Lo schema di base che smuove ancora una volta le fondamenta di Hawkins, Indiana, è in fin dei conti più o meno lo stesso; le novità arrivano non tanto dalla trama principale quanto da tutto il contesto e il contorno d'epoca, dalle opere omaggiate come al solito dai creatori della serie e dalla naturale crescita dei giovani protagonisti che inevitabilmente porta in eredità nuove dinamiche tutte da sviluppare. La più sentita, quella che regalerà le maggiori emozioni agli spettatori di una certa età, sarà il rapporto padre/figlia venutosi a creare tra lo sceriffo Jim Hopper (David Harbour) e Undici (Millie Bobby Brown), rapporto di per sé già complicato da tutti gli eventi contingenti, in più arriva il carico da undici (scusate il gioco di parole) dato dalla prima cotta amorosa della ragazza per Mike (Finn Wolfhard), motivo di preoccupazione e gelosia per il burbero tutore dell'ordine di Hawkins. Sia lo sviluppo delle vicende private dei protagonisti, così come i riferimenti più frivoli, si muovono in direzione sentimentale, abbracciando il lato più romantico presente in molti dei film teen già negli eightees: Dustin (Gaten Matarazzo) torna in città dopo un mese di vacanza paventando una relazione romantica con una certa Suzie, una ragazzina che pare essere addirittura più sexy di Phoebe Cates; Max (Sadie Sink) è ormai parte del gruppo, come se fosse stata con i ragazzi fin dall'inizio, e guida Undici dall'alto della sua esperienza (???) nella relazione con Mike, affermando una posizione femminile predominante, per la gioia del suo boyfriend Lucas (Caleb McLaughlin). Mentre Mike e Lucas si preoccupano delle rispettive cotte adolescenziali, Will si sente sempre più solo, i ragazzi crescono, gli interessi cambiano, nessuno vuole più giocare a D&D, ci sono le ragazze e lui è rimasto un po' più bambino, forse anche a causa degli eventi traumatici visti nelle stagioni precedenti. Per tanti e diversi motivi il gruppo sembra sfaldarsi poco a poco. Anche la serie segue più binari, uno dove i protagonisti sono Dustin, Steve Harrington (Joe Keery), la new entry Robin (Maya Hawke) e l'insopportabile (ma spassosissima) sorellina di Lucas, Erica (Priah Ferguson); un'altra segue il resto del gruppo di ragazzi insieme a Jonathan Byers (Charlie Heaton) e Nancy Wheeler (Natalia Dyer) mentre l'ultima mette sotto i riflettori le peripezie degli adulti.

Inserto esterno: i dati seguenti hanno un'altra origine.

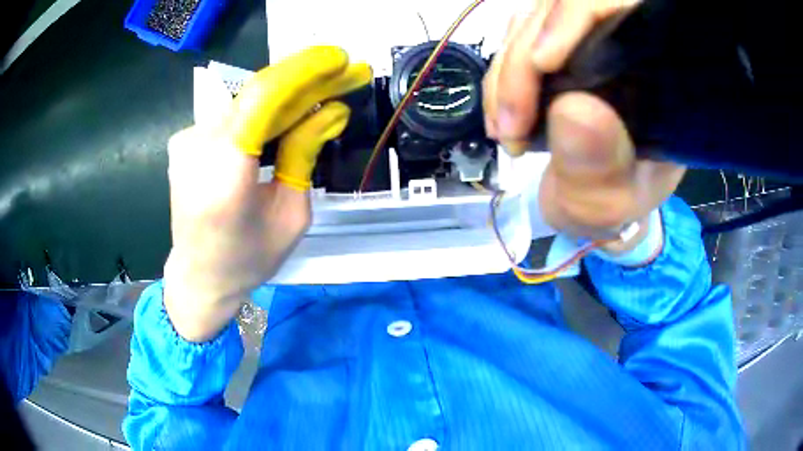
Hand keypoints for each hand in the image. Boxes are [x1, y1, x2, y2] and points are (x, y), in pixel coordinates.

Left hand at [165, 47, 371, 341]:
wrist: (198, 277)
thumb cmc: (246, 259)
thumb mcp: (291, 216)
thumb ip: (305, 156)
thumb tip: (332, 112)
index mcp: (224, 177)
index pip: (261, 100)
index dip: (303, 71)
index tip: (341, 59)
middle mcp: (197, 148)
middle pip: (257, 94)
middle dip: (305, 81)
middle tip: (345, 75)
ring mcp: (186, 141)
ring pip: (246, 101)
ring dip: (286, 96)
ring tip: (322, 98)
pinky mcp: (185, 141)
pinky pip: (232, 115)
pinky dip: (261, 112)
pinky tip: (283, 120)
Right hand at [484, 1, 684, 248]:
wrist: (590, 202)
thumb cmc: (612, 205)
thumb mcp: (611, 202)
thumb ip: (599, 168)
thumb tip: (573, 108)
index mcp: (657, 74)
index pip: (618, 11)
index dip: (576, 18)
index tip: (543, 63)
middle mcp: (623, 47)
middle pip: (560, 11)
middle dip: (523, 62)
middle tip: (510, 124)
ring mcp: (586, 43)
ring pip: (531, 23)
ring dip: (505, 73)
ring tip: (504, 127)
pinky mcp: (556, 49)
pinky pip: (516, 42)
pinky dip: (499, 77)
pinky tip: (500, 113)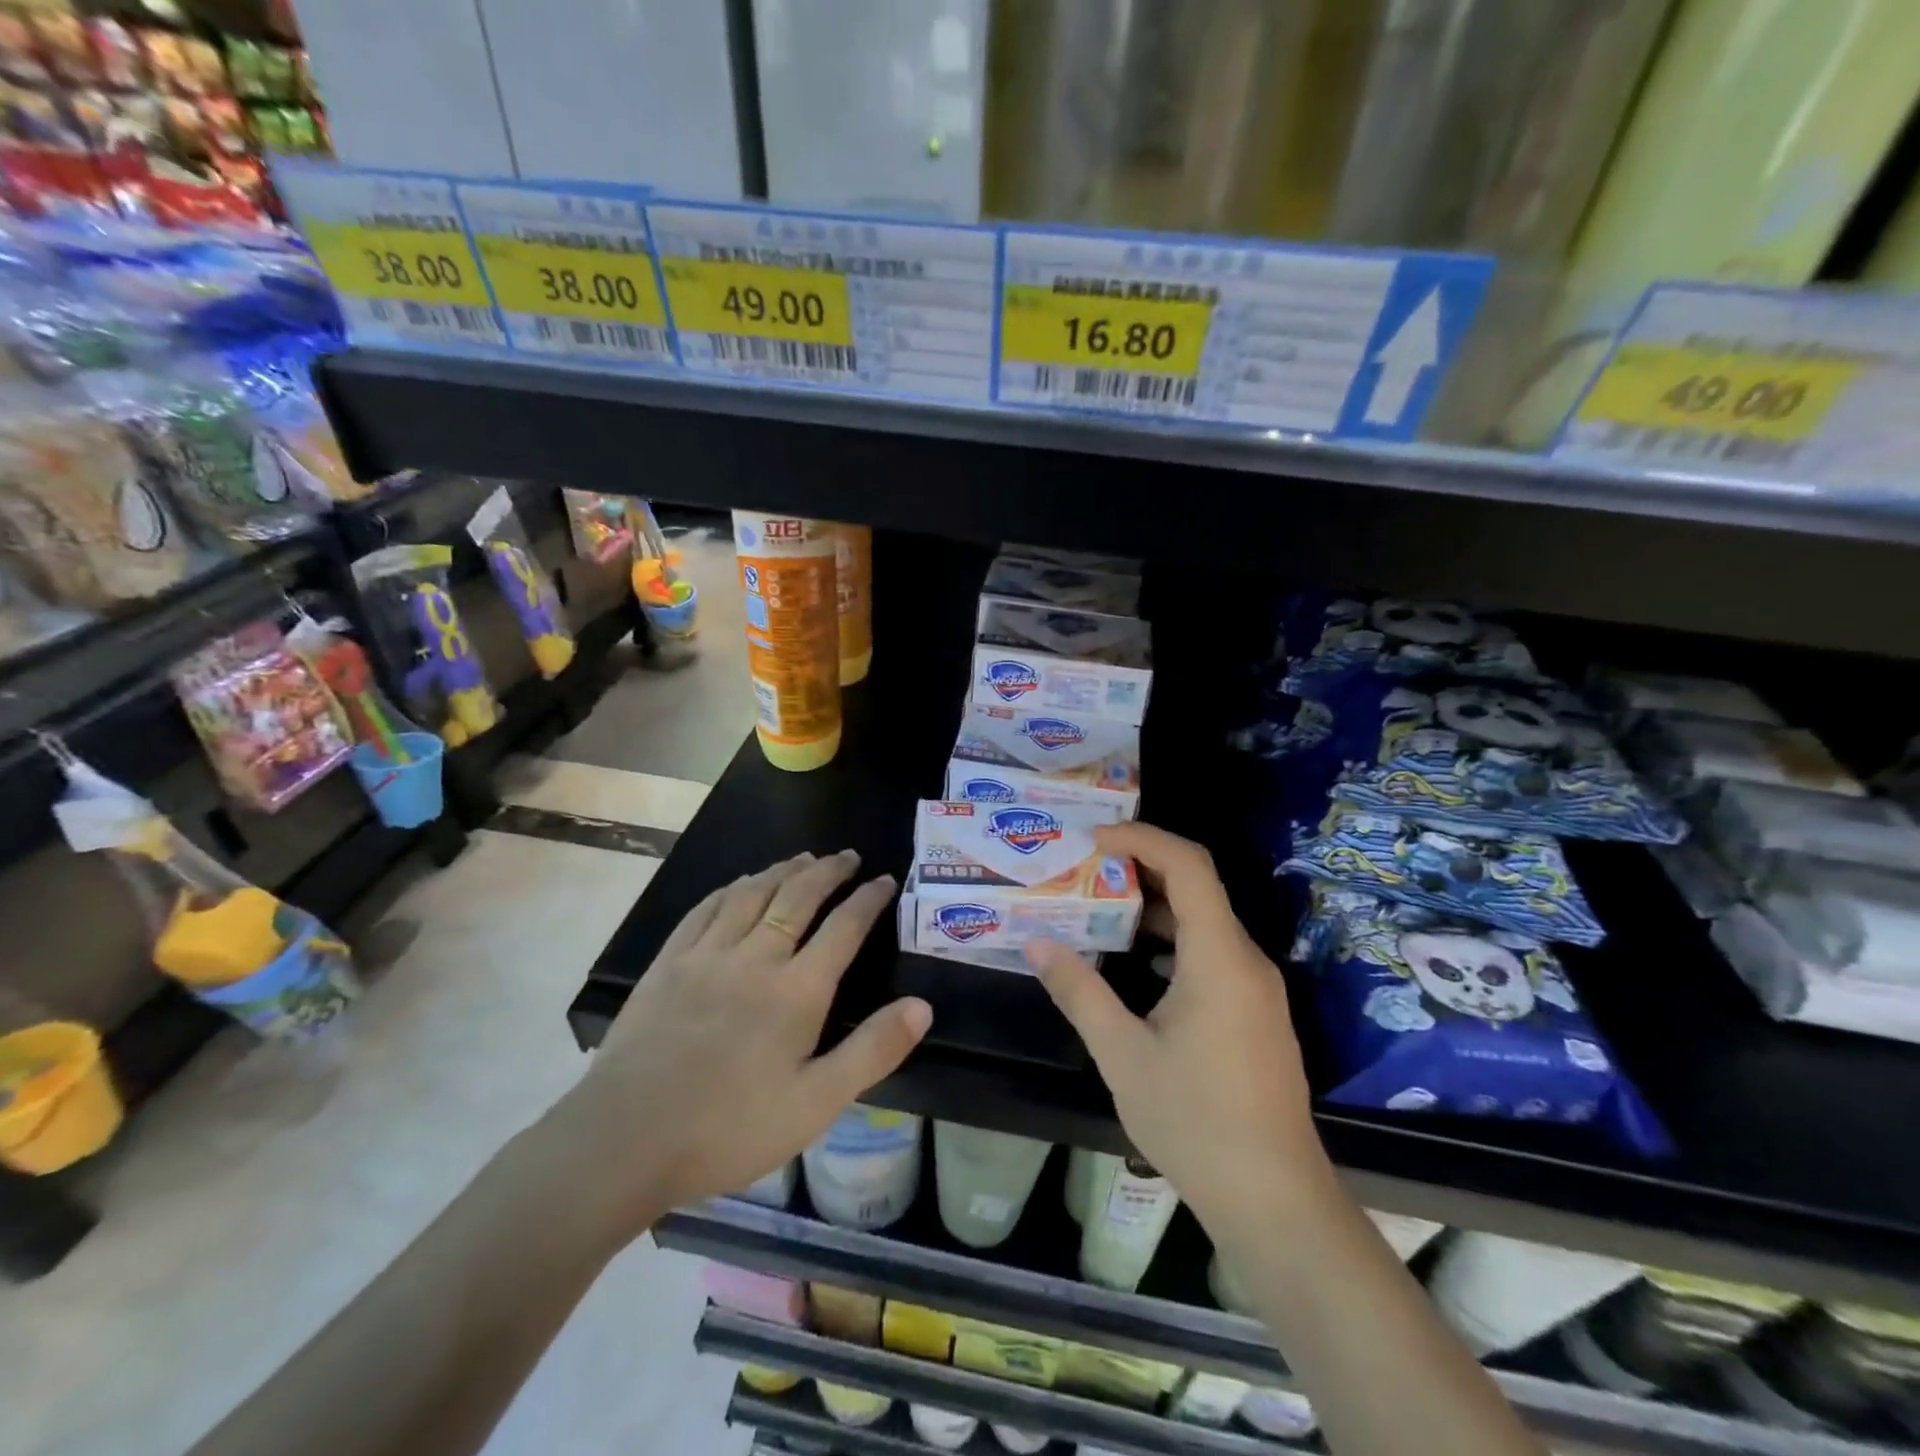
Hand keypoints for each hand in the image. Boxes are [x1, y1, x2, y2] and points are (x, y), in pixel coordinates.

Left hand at [552, 851, 929, 1245]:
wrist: (624, 1140)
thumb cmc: (729, 1128)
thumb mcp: (816, 1104)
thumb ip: (872, 1051)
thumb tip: (923, 1006)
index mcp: (797, 990)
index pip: (843, 927)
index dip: (868, 899)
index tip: (886, 879)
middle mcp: (756, 957)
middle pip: (798, 896)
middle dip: (829, 871)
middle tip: (848, 855)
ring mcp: (707, 955)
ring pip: (752, 893)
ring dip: (783, 870)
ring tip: (804, 858)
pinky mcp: (668, 963)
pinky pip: (705, 909)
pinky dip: (731, 888)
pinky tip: (740, 883)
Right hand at [1025, 824, 1325, 1231]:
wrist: (1274, 1200)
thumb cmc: (1195, 1121)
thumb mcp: (1122, 1054)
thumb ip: (1079, 992)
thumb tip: (1037, 944)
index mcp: (1219, 957)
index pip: (1188, 865)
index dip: (1141, 838)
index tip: (1093, 839)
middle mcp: (1245, 959)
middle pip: (1197, 887)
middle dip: (1139, 868)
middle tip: (1083, 868)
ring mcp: (1255, 987)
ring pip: (1203, 922)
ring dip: (1152, 907)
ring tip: (1097, 906)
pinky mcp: (1253, 1012)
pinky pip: (1210, 953)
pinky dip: (1170, 941)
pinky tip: (1132, 962)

Cambia il lavoro fatto con la fotografia e l'uso dei colori, molto più accesi, giocosi, anche questo aspetto richiama il lato più spensierato degli 80, con abiti, acconciature e accessori molto improbabili (eppure per noi che li abbiamo vissuti...), anche la scelta di mettere al centro della vicenda, oltre all'immancabile laboratorio, un grande centro commerciale, oltre a omaggiare Romero segue quella direzione finora inedita che sposta lievemente tutti i riferimenti (con una capatina nei 90 dalle parti del Mallrats di Kevin Smith?). A livello di contenuti si slitta dal fantastico per ragazzi che ha definito le prime due serie (e comunque sempre presente) all'action di stampo ottantiano e soprattutto all'horror di quegli anni che in questa terza stagione assume un ruolo fondamentale tra le ispirazioni dei Duffer. Oltre agli zombi di Romero infatti si guarda ad Alien, a La cosa, a La casa di Raimi, al classico L'invasione degli ultracorpi e a diversi altri film di genere, sul versante dell'azione pura si sottolinea il clima da Guerra Fredda con il nemico russo, il contrasto tra capitalismo e comunismo, l'avversario inarrestabile in stile Terminator, il tutto sempre in bilico tra dinamismo e ironia. Sul versante puramente horror si preme un poco l'acceleratore su quegli che sono gli schemi del genere, inseguimenti nei corridoi d'ospedale, scioglimento di corpi, lacerazioni all'arma bianca e qualche scena un po' più cruda che su qualche ragazzino un po' più d'effetto potrebbe anche farlo (mia figlia ad esempio qualche passaggio con gli occhi chiusi l'ha fatto).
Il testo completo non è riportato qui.